══ Materials provided
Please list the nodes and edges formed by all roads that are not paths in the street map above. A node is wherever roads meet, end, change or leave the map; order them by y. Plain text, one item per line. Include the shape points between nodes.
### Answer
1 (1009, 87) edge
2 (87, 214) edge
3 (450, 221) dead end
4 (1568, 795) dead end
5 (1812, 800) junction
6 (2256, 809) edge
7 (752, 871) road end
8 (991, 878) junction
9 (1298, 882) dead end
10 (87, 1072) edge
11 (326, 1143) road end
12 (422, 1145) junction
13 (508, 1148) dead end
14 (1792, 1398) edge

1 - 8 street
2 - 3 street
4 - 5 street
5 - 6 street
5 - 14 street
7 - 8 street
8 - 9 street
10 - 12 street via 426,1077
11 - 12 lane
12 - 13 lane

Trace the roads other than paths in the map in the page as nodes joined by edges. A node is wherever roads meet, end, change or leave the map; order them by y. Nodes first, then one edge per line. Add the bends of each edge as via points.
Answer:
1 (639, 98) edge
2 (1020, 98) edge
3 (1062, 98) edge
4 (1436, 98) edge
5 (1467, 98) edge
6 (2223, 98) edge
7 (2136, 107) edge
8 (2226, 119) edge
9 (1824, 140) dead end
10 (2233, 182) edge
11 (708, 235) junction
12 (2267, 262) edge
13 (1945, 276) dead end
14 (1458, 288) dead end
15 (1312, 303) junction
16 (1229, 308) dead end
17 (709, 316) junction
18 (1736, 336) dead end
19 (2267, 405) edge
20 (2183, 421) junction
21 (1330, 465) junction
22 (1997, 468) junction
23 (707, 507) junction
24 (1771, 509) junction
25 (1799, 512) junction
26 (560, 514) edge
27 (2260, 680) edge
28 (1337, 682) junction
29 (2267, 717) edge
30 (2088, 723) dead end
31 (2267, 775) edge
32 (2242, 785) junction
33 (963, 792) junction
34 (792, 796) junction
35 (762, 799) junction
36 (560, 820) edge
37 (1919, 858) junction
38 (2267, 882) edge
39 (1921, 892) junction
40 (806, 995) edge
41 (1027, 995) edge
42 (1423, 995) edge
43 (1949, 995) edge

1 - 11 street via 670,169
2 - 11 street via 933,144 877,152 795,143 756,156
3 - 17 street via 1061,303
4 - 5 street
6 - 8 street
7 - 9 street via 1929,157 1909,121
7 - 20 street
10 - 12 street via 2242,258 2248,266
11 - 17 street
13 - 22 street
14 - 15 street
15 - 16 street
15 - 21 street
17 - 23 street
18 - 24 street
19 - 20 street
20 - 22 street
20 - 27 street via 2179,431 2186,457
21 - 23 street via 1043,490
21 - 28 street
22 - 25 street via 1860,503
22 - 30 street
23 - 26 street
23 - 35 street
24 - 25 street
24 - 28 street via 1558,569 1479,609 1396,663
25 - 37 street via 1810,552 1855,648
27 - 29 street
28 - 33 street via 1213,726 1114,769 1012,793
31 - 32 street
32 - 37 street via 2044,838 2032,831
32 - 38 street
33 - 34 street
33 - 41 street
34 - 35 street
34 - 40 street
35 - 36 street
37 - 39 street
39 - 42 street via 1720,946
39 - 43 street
════
• Work to complete:
Those lines of the records that contain the string "points" should be identified and copied.

• Exercise response:
Please list the nodes and edges formed by all roads that are not paths in the street map above. A node is wherever roads meet, end, change or leave the map; order them by y. Plain text, one item per line. Include the shape points between nodes.
Trace the roads other than paths in the map in the page as nodes joined by edges. A node is wherever roads meet, end, change or leave the map; order them by y. Nodes first, then one edge per line. Add the bends of each edge as via points.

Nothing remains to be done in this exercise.